İnceleme, HMK’nın 355. maddesi hükmü uyarınca, istinaf dilekçesinde belirtilen nedenler ve kamu düzenine aykırı hususların olup olmadığı gözetilerek yapılmıştır.
Dava, sigorta şirketi tarafından “İşyerim ……….” kapsamında dava dışı üçüncü kişiye yapılan ödeme başlatılmış icra takibine davalıların yapmış olduğu itirazların iptali talebine ilişkindir.

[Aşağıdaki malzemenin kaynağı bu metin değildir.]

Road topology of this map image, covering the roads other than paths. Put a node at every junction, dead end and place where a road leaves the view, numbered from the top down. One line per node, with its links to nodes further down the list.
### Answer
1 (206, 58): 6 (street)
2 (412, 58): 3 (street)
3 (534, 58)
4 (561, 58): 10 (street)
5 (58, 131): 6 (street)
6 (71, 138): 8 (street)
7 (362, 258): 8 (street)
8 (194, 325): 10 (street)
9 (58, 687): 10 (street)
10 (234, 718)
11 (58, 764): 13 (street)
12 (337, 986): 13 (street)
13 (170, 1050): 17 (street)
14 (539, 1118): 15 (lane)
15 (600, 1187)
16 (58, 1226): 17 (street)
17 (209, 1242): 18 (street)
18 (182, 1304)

Dosyanın incelenmesinde; tarafların bildirdikleri delillerin toplandığı, bilirkişi raporunun alındığı, alınan bilirkişi raporuna göre hasar gören trafonun özel trafo olup bakım yükümlülüğünün sigortalıda olması ve herhangi bir voltaj dalgalanması olmaması nedeniyle davanın reddine karar verildiği, karara karşı davacının istinaf kanun yoluna başvuruda bulunduğu anlaşılmıştır.

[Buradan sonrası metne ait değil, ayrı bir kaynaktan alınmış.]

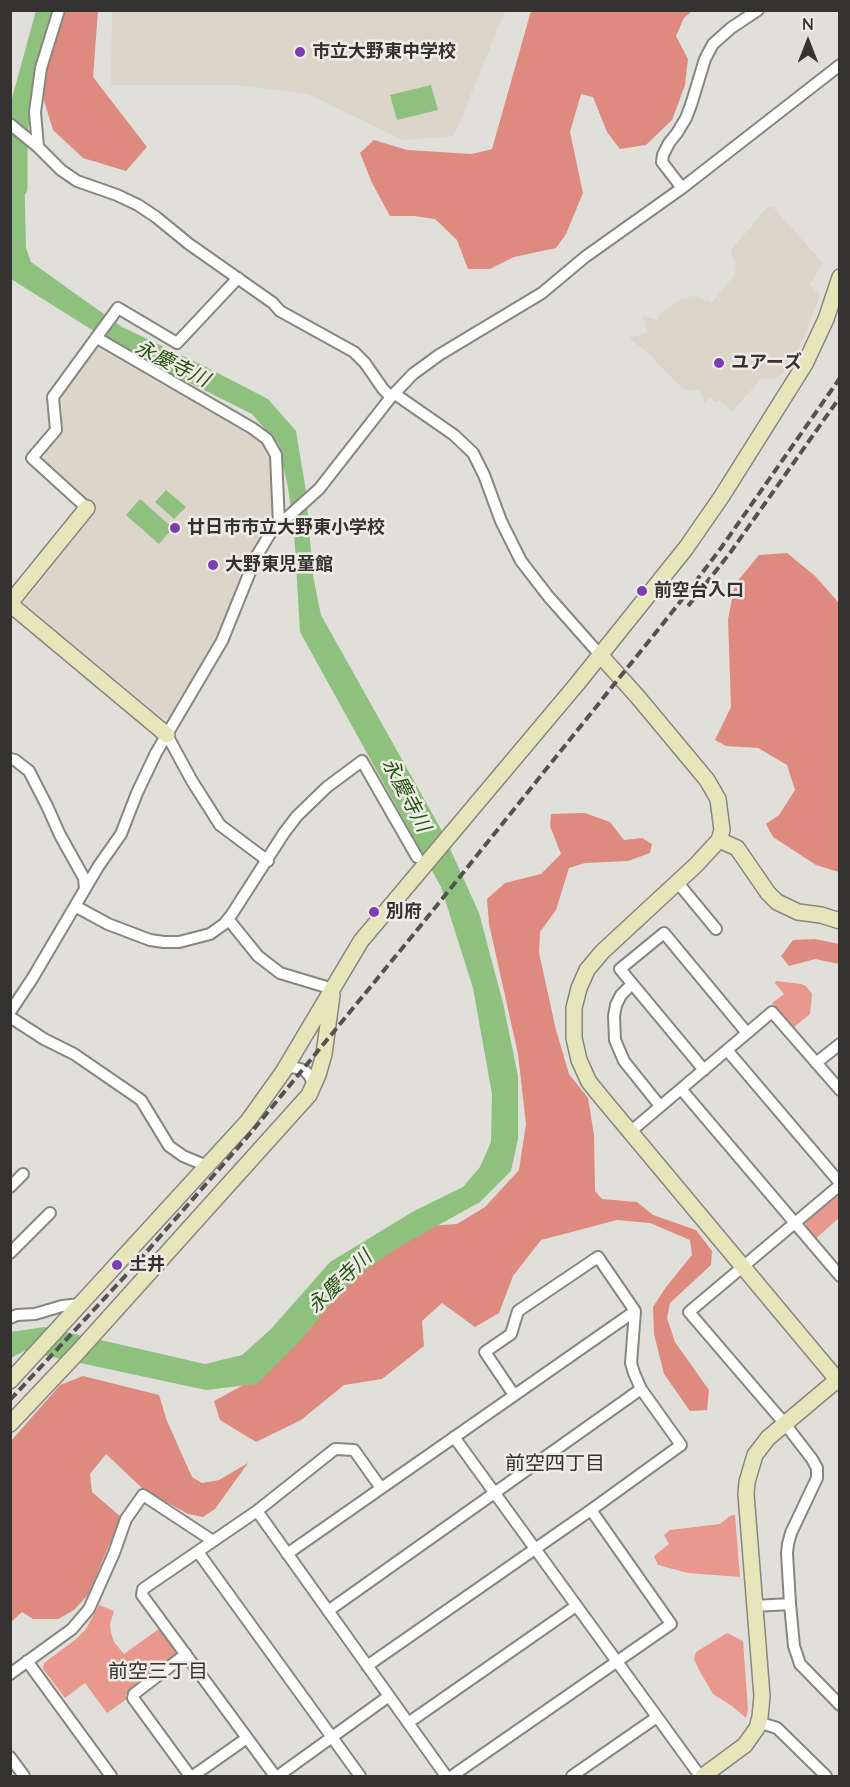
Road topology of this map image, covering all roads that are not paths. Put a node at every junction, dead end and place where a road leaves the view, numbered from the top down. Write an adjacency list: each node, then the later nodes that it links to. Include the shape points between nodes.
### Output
1 (59, 10): 5 (street, via 41,68 35,112)
2 (758, 10): 6 (street, via 713,44 686,118 663,154 662,162)
3 (840, 65): 6 (street)
4 (14, 126): 5 (street)
5 (38, 147): 7 (street, via 77,181 138,204)
6 (682, 188): 10 (street, via 534,298 426,364)
7 (238, 278): 9 (street, via 177,344 118,308); 10 (street, via 280,311 354,352)
8 (840, 278): 14 (street, via 817,342 793,385 704,522)
9 (97, 338): 11 (street, via 53,397 57,430 32,458); 12 (street, via 267,439 276,455)
10 (393, 396): 12 (street, via 324,483); 14 (street, via 454,435 473,453 521,561)
11 (87, 508): 13 (street)
12 (280, 523): 15 (street, via 262,544 222,641)
13 (10, 603): 15 (street)
14 (601, 656): 17 (street, via 713,789 720,809); 19 (street, via 452,834)
15 (167, 735): 18 (street, via 220,825); 21 (street, via 121,834)
16 (10, 759): 21 (street, via 29,771 84,878)
17 (719, 840): 20 (street); 24 (street, via 737,849 777,902 798,912)
18 (268, 861): 19 (street, via 284,833 311,801 362,761); 23 (street)
19 (419, 864): 27 (street, via 361,941)
20 (678, 883): 25 (street); 40 (street, via 594,960 576,998 573,1027 579,1060 589,1082)
21 (85, 889): 22 (street)
22 (75, 906): 23 (street, via 108,924 164,942 210,934); 28 (street)
23 (228, 919): 27 (street, via 258,956 280,973)
24 (840, 921)
25 (716, 929)
26 (632, 984): 30 (street, via 620,969 664,933); 34 (street); 39 (street, via 616,1005 615,1040 624,1061)
27 (333, 988): 35 (street); 38 (street, via 324,1054)
28 (10, 1012)
29 (10, 1017): 41 (street, via 141,1100 169,1146)
30 (747, 1033): 32 (street); 33 (street, via 772,1012)
31 (840, 1044): 33 (street)
32 (727, 1050): 34 (street); 43 (street)
33 (816, 1063): 37 (street)
34 (704, 1070): 36 (street)
35 (283, 1072): 38 (street, via 292,1067 304,1070 312,1081); 41 (street, via 248,1121)
36 (681, 1089): 39 (street); 46 (street)
37 (840, 1090)
38 (309, 1095): 57 (street)
39 (660, 1106): 40 (street)
40 (630, 1132): 48 (street)
41 (207, 1166): 50 (street)
42 (23, 1174): 44 (street)
43 (840, 1184): 46 (street)
44 (10, 1187)
45 (50, 1213): 47 (street)
46 (795, 1223): 48 (street); 49 (street)
47 (10, 1252)
48 (742, 1267): 54 (street); 58 (street, via 689,1312)
49 (840, 1276)
50 (81, 1304): 52 (street); 53 (street)
51 (635, 1311): 55 (street, via 631,1363); 56 (street); 56 (street, via 598,1257 519,1311 511,1334 484,1352)
52 (10, 1318)
53 (10, 1381)
54 (838, 1381): 58 (street)
55 (641, 1389): 61 (street); 62 (street, via 681,1445)
56 (514, 1395): 59 (street)
57 (10, 1424)
58 (785, 1424): 68 (street, via 817,1468 817,1478 790,1533); 70 (street, via 755,1455 747,1482)
59 (454, 1437): 60 (street); 61 (street)
60 (381, 1488): 63 (street, via 354,1450 335,1449); 67 (street)
61 (495, 1493): 65 (street); 71 (street)
62 (591, 1510): 65 (street); 74 (street, via 671,1624)
63 (257, 1511): 64 (street); 67 (street)
64 (213, 1541): 66 (street); 73 (street, via 143,1495 126,1519 88,1609 72,1629)
65 (535, 1548): 69 (street); 75 (street)
66 (198, 1552): 72 (street, via 143,1589 142,1594); 82 (street)
67 (287, 1554): 71 (street)
68 (790, 1604): 70 (street); 78 (street, via 800,1664)
69 (576, 1606): 74 (street); 81 (street)
70 (754, 1606): 80 (street, via 762,1696)
71 (328, 1611): 75 (street)
72 (186, 1654): 83 (street); 87 (street, via 133,1698)
73 (27, 1661): 76 (street); 86 (street)
74 (617, 1661): 79 (street); 91 (street)
75 (367, 1666): 77 (street)
76 (10, 1674)
77 (389, 1696): 81 (street); 82 (street)
78 (840, 1705)
79 (657, 1717): 92 (street); 93 (street)
80 (758, 1722): 93 (street, via 745,1745); 94 (street, via 777,1728)
81 (408, 1723): 90 (street)
82 (332, 1737): 88 (street); 89 (street)
83 (247, 1738): 87 (street); 88 (street)
84 (10, 1757): 85 (street)
85 (24, 1776)
86 (111, 1776)
87 (191, 1776)
88 (276, 1776)
89 (360, 1776)
90 (446, 1776)
91 (452, 1776)
92 (572, 1776)
93 (702, 1776)
94 (826, 1776)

Dosyadaki belgelere, kararın dayandığı delillere, duruşma sürecini yansıtan tutanaklara ve gerekçe içeriğine göre, mahkemece taraflar arasındaki uyuşmazlığın somut olayın özelliklerine uygun olarak belirlendiği, yargılamanın HMK’da belirtilen usullere uygun olarak yürütüldüğü, taraflarca gösterilen hükme etki edecek delillerin usulüne uygun olarak toplandığı, delillerin takdirinde ve yasa kurallarının olaya uygulanmasında bir isabetsizlik görülmediği, kararda kamu düzenine aykırı herhangi bir husus bulunmadığı, kararın usul ve esas yönünden hukuka uygun olduğu anlaşıldığından davacı vekilinin istinaf başvurusunun esastan reddine karar vermek gerekmiştir.

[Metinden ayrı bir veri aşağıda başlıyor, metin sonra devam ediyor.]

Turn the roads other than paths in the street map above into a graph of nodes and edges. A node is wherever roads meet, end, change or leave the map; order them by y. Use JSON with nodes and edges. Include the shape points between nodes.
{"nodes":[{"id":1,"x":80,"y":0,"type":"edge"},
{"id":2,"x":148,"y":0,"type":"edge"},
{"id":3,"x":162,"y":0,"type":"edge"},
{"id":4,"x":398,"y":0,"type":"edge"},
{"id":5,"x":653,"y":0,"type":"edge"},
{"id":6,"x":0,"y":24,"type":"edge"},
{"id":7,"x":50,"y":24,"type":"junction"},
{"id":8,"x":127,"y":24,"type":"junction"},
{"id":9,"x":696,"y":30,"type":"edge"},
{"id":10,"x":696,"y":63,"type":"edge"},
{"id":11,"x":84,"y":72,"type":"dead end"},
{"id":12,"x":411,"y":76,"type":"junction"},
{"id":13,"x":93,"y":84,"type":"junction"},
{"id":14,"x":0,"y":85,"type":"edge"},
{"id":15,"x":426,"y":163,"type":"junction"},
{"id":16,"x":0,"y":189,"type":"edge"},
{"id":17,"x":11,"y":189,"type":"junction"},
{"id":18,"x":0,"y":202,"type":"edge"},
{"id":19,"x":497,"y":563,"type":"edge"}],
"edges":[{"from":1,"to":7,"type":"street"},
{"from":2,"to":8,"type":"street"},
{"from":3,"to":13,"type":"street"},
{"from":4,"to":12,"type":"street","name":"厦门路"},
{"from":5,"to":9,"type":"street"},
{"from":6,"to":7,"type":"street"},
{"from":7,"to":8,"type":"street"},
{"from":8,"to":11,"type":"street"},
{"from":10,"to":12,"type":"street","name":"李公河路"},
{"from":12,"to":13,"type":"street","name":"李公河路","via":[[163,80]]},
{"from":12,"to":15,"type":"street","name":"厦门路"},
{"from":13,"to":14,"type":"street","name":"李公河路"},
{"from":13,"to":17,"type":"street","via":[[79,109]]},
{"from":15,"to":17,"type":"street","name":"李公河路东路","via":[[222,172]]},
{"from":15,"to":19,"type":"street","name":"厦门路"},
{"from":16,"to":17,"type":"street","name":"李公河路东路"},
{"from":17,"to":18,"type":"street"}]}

HÜKÜM: Yukarıda açıklanan nedenlerle;
1-Davacı vekilinin istinaf başvurusunun 6100 sayılı HMK’nın 353/1-b-1 maddesi uyarınca ESASTAN REDDİNE,
2-İstinaf isteminde bulunan davacı tarafından yatırılması gereken ……… TL harçtan, peşin alınan …….. TL’nin mahsubu ile bakiye ……… TL’nin davacıdan tahsili ile Hazine’ye gelir kaydına,
3-Davacı tarafından yapılan istinaf yargılama giderlerinin üzerinde bırakılmasına,
4-HMK’nın 333. maddesi uyarınca artan gider avansının ilgili tarafa geri verilmesine,
5-HMK’nın 359/4. maddesi uyarınca kararın ilk derece mahkemesince taraflara tebliğine,
HMK’nin 353 ve 362/1-a bendi uyarınca kesin olmak üzere 22/12/2023 tarihinde oy birliği ile karar verildi.
…..
Başkan V.
…..
e-imzalıdır.
……
Üye
…….
e-imzalıdır.
……
Üye
…….
e-imzalıdır.
…….
Katip
…….
e-imzalıdır.
NOT: BU BELGE ELEKTRONİK İMZA İLE İMZALANMIŞ OLUP AYRICA ISLAK İMZA UYGULANMAYACAKTIR. “5070 Sayılı Yasanın 5. ve 22. maddeleri gereğince elektronik imza ile oluşturulan belgeler elle atılan ıslak imza ile aynı hukuki sonucu doğurur.”